*Aim of the task*
Count every line that includes the string "Giti" in the entries that follow. Nothing besides the number is needed.

*Provided data*
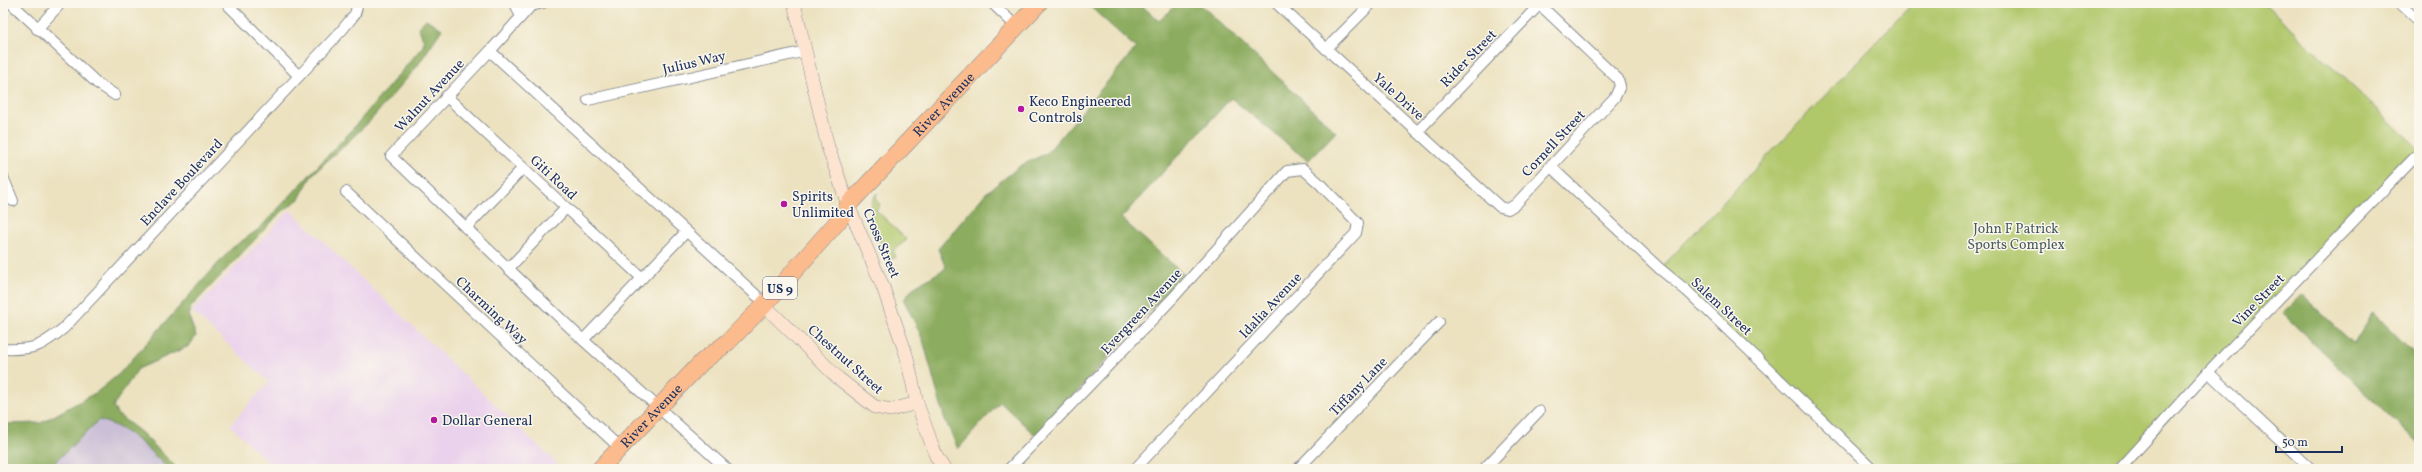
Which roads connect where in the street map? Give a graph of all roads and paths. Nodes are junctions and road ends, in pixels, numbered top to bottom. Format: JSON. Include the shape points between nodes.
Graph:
{"nodes":[{"id":1,"x":10,"y":3,"type":"edge"},
{"id":2,"x":61,"y":3,"type":"edge"},
{"id":3,"x":358,"y":3,"type":"edge"},
{"id":4,"x":515,"y":3,"type":"edge"},
{"id":5,"x":543,"y":3,"type":"edge"},
{"id":6,"x":794,"y":3,"type":"edge"},
{"id":7,"x":992,"y":3,"type":"edge"},
{"id":8,"x":1039,"y":3,"type":"edge"},
{"id":9,"x":1276,"y":3,"type":"edge"},
{"id":10,"x":1372,"y":3,"type":"edge"},
{"id":11,"x":2400,"y":3,"type":"edge"},
{"id":12,"x":1539,"y":4,"type":"edge"},
{"id":13,"x":228,"y":5,"type":"dead end"},
{"id":14,"x":521,"y":17,"type":"junction"},
{"id":15,"x":2419,"y":21,"type":"edge"},
{"id":16,"x":1017,"y":27,"type":"junction"},
{"id":17,"x":37,"y":29,"type":"junction"},
{"id":18,"x":1326,"y":49,"type":"junction"},
{"id":19,"x":490,"y":51,"type":"junction"},
{"id":20,"x":806,"y":51,"type":"junction"},
{"id":21,"x":299,"y":76,"type":"junction"},
{"id":22,"x":115,"y":95,"type":"dead end"},
{"id":23,"x":446,"y":96,"type":"junction"},
{"id":24,"x":588,"y":100,"type":"dead end"},
{"id":25,"x":1417,"y":132,"type":"junction"},
{"id":26,"x":2419,"y":153,"type":"edge"},
{"id":27,"x":1550,"y":166,"type":"junction"},
{"id":28,"x":523,"y":168,"type":"junction"},
{"id":29,"x":1290,"y":171,"type":"joint"},
{"id":30,"x":3,"y":177,"type":"edge"},
{"id":31,"x":346,"y":192,"type":"dead end"},
{"id":32,"x":13,"y":201,"type":"dead end"},
{"id":33,"x":848,"y":205,"type":"junction"},
{"id":34,"x":566,"y":208,"type":"junction"},
{"id":35,"x":1504,"y":208,"type":"joint"},
{"id":36,"x":466,"y":228,"type":"junction"},
{"id":37,"x":686,"y":232,"type":"junction"},
{"id":38,"x":508,"y":269,"type":"junction"},
{"id":39,"x":642,"y":278,"type":"junction"},
{"id":40,"x":761,"y":301,"type":"junction"},
{"id":41,"x":1439,"y":322,"type":"dead end"},
{"id":42,"x":583,"y":340,"type":"junction"},
{"id":43,"x":3,"y":349,"type":"edge"},
{"id":44,"x":2208,"y":372,"type":"junction"},
{"id":45,"x":917,"y":403,"type":"junction"},
{"id":46,"x":658,"y":408,"type":"junction"},
{"id":47,"x":1539,"y":411,"type":"dead end"},
{"id":48,"x":620,"y":448,"type":"junction"},
{"id":49,"x":600,"y":469,"type":"edge"},
{"id":50,"x":727,"y":469,"type":"edge"},
{"id":51,"x":944,"y":469,"type":"edge"},
{"id":52,"x":1009,"y":469,"type":"edge"},
{"id":53,"x":1135,"y":469,"type":"edge"},
{"id":54,"x":1298,"y":469,"type":"edge"},
{"id":55,"x":1484,"y":469,"type":"edge"},
{"id":56,"x":1874,"y":469,"type":"edge"},
{"id":57,"x":2120,"y":469,"type":"edge"},
{"id":58,"x":2311,"y":469,"type":"edge"}],
"edges":[{"from":1,"to":17,"type":"street"},
{"from":2,"to":17,"type":"street"},
{"from":3,"to":21,"type":"street","name":"Enclave Boulevard","via":[[355,14]]},
{"from":4,"to":14,"type":"street"},
{"from":5,"to":14,"type":"street","name":"Walnut Avenue","via":[[531,6]]},
{"from":6,"to":20,"type":"street","name":"Cross Street"},
{"from":7,"to":16,"type":"street"},
{"from":8,"to":16,"type":"highway","name":"River Avenue","number":"US 9"},
{"from":9,"to":18,"type":"street","name":"Yale Drive"},
{"from":10,"to":18,"type":"street"},
{"from":11,"to":15,"type":"street"},
{"from":12,"to":25,"type":"street","name":"Rider Street"},
{"from":12,"to":27,"type":"street","name":"Cornell Street","via":[[1618,79],[1619,90]]},
{"from":13,"to":21,"type":"street"},
{"from":14,"to":19,"type":"street","name":"Walnut Avenue"},
{"from":16,"to":33,"type":"highway","name":"River Avenue","number":"US 9"},
{"from":17,"to":22,"type":"street","via":[[97,83]]},
{"from":18,"to":25,"type":"street","name":"Yale Drive"},
{"from":19,"to":23,"type":"street","name":"Walnut Avenue"},
{"from":19,"to":37,"type":"street"},
{"from":20,"to":24,"type":"street","name":"Julius Way"},
{"from":20,"to":33,"type":"street","name":"Cross Street","via":[[828,147]]},
{"from":21,"to":43,"type":"street","name":"Enclave Boulevard","via":[[64,328],[49,340],[29,350]]},
{"from":23,"to":28,"type":"street","name":"Giti Road"},
{"from":23,"to":36,"type":"street","name":"Walnut Avenue","via":[[391,156]]},
{"from":25,"to":35,"type":"street","name":"Yale Drive","via":[[1500,208]]},
{"from":26,"to":44,"type":"street","name":"Vine Street"},
{"from":27,"to":35,"type":"street","name":"Cornell Street","via":[[1516,204],[1508,209]]},
{"from":27,"to":56,"type":"street","name":"Salem Street"},
{"from":28,"to":34,"type":"street","name":"Giti Road"},
{"from":28,"to":36,"type":"street"},
{"from":29,"to":52,"type":"street","name":"Evergreen Avenue","via":[[1287,171],[1172,299]]},
{"from":29,"to":53,"type":"street","name":"Idalia Avenue","via":[[1302,169],[1319,183],[1358,223],[1356,233]]},
{"from":30,"to":32,"type":"street"},
{"from":31,"to":48,"type":"street","name":"Charming Way"},
{"from":33,"to":40,"type":"highway","name":"River Avenue","number":"US 9","via":[[836,213]]},
{"from":33,"to":45,"type":"street","name":"Cross Street","via":[[886,294],[906,354]]},
{"from":34,"to":38,"type":"street"},
{"from":34,"to":39,"type":"street","name":"Giti Road"},
{"from":36,"to":38,"type":"street","name":"Walnut Avenue"},
{"from":37,"to":39,"type":"street"},
{"from":37,"to":40,"type":"street"},
{"from":38,"to":42,"type":"street","name":"Walnut Avenue"},
{"from":39,"to":42,"type":"street"},
{"from":40,"to":45,"type":"street","name":"Chestnut Street","via":[[838,378],[868,403],[891,410]]},
{"from":40,"to":46,"type":"highway","name":"River Avenue","number":"US 9","via":[[722,335],[702,362]]},
{"from":41,"to":54,"type":"street","name":"Tiffany Lane"},
{"from":42,"to":46,"type":"street","name":"Walnut Avenue"},
{"from":44,"to":57,"type":"street","name":"Vine Street"},
{"from":44,"to":58,"type":"street"},
{"from":45,"to":51,"type":"street","via":[[936,456]]},
{"from":46,"to":48,"type":"highway","name":"River Avenue","number":"US 9"},
{"from":46,"to":50,"type":"street","name":"Walnut Avenue"},
{"from":47,"to":55,"type":"street"},
{"from":48,"to":49,"type":"highway","name":"River Avenue","number":"US 9"}]}
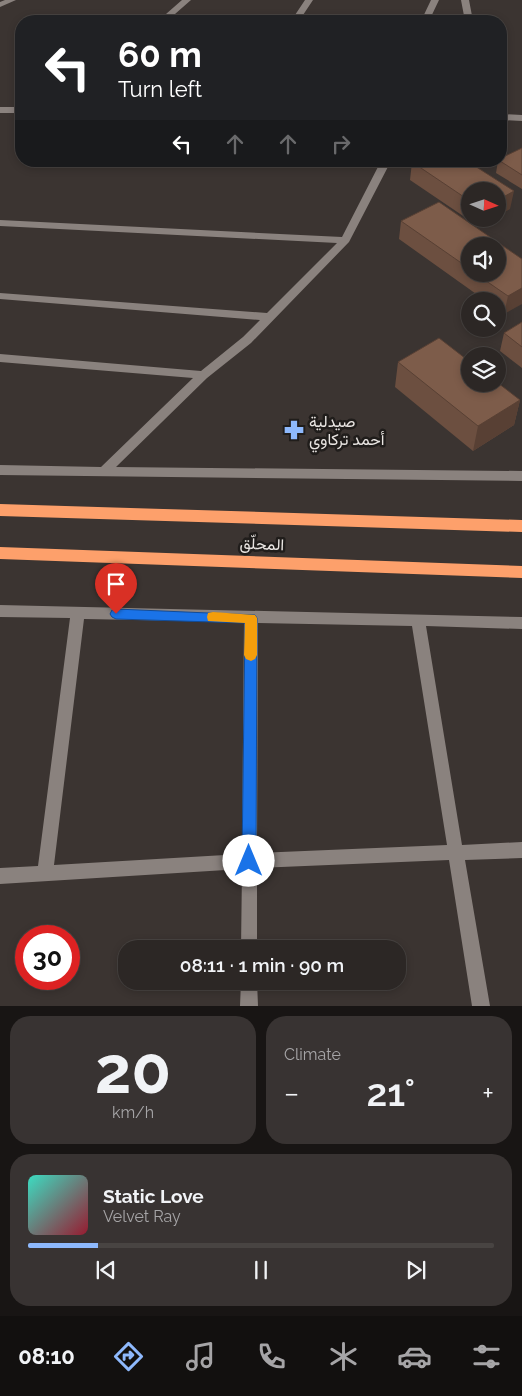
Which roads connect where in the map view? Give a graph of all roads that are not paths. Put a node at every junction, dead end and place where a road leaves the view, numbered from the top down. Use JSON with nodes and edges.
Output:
{"nodes":[{"id":1,"x":12,"y":0,"type":"edge"},
{"id":2,"x":187,"y":0,"type":"edge"},
{"id":3,"x":309,"y":0,"type":"edge"},
{"id":4,"x":435,"y":0,"type":"edge"},
{"id":5,"x":465,"y":0,"type":"edge"},
{"id":6,"x":0,"y":5,"type":"edge"},
{"id":7,"x":169,"y":15,"type":"edge"},
{"id":8,"x":299,"y":15,"type":"edge"},
{"id":9,"x":428,"y":15,"type":"edge"},
{"id":10,"x":468,"y":15,"type":"edge"},
{"id":11,"x":0,"y":110,"type":"edge"},
{"id":12,"x":15,"y":110,"type":"edge"},
{"id":13,"x":507,"y":118,"type":"edge"},
{"id":14,"x":522,"y":118,"type":"edge"},
{"id":15,"x":383,"y":167,"type":"edge"},
{"id":16,"x":0,"y":223,"type":"edge"},
{"id":17,"x":345,"y":240,"type":"junction"},
{"id":18,"x":0,"y":296,"type":"edge"},
{"id":19,"x":268,"y":317,"type":"junction"},
{"id":20,"x":0,"y":358,"type":"edge"},
{"id":21,"x":203,"y":375,"type":"junction"},
{"id":22,"x":0,"y":470,"type":"edge"},
{"id":23,"x":104,"y":471,"type":"junction"},
{"id":24,"x":522,"y":476,"type":"edge"},
{"id":25,"x":0,"y":510,"type":"edge"},
{"id":26,"x":522,"y":526,"type":"edge"},
{"id":27,"x":0,"y":553,"type":"edge"},
{"id":28,"x":522,"y":572,"type":"edge"},
{"id":29,"x":0,"y":611,"type":"edge"},
{"id":30,"x":78,"y":612,"type":"junction"},
{"id":31,"x":251,"y":618,"type":"junction"},
{"id":32,"x":418,"y":621,"type":"junction"},
{"id":33,"x":522,"y":624,"type":"edge"},
{"id":34,"x":522,"y":850,"type":"edge"},
{"id":35,"x":455,"y":854,"type":"junction"},
{"id":36,"x":249,"y":861,"type":"junction"},
{"id":37,"x":45,"y":873,"type":"junction"},
{"id":38,"x":0,"y":876,"type":"edge"},
{"id":39,"x":249,"y":940,"type":"edge"},
{"id":40,"x":249,"y":990,"type":"edge"},
{"id":41,"x":248,"y":1006,"type":"edge"},
{"id":42,"x":481,"y":1006,"type":"edge"}],
"edges":[{"from":1,"to":6,"type":"street"},
{"from":2,"to":7,"type":"street"},
{"from":3,"to":8,"type":"street"},
{"from":4,"to":9,"type":"street"},
{"from":5,"to":10,"type":"street"},
{"from":11,"to":12,"type":"street"},
{"from":13,"to":14,"type":"street"},
{"from":15,"to":17,"type":"street"},
{"from":16,"to":17,"type":"street"},
{"from":17,"to":19,"type":"street"},
{"from":18,"to":19,"type":"street"},
{"from":19,"to":21,"type":"street"},
{"from":20,"to":21,"type":"street"},
{"from":21,"to":23,"type":"street"},
{"from":22,"to":23,"type":"street"},
{"from":23,"to":24,"type":"street"},
{"from":25,"to":26,"type":"highway","name":"المحلّق"},
{"from":27,"to":28,"type":"highway","name":"المحلّق"},
{"from":29,"to":30,"type":"street"},
{"from":30,"to":31,"type":"street"},
{"from":30,"to":37,"type":"street"},
{"from":31,"to":32,"type":"street"},
{"from":31,"to":36,"type":"street"},
{"from":32,"to":33,"type":"street"},
{"from":32,"to":35,"type":"street"},
{"from":34,"to":35,"type":"street"},
{"from":35,"to":36,"type":"street"},
{"from":35,"to":42,"type":"street"},
{"from":36,"to":37,"type":"street"},
{"from":36,"to":39,"type":"street"},
{"from":37,"to":38,"type":"street"},
{"from":40,"to":41,"type":"street"}]}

*Solution to the problem*
3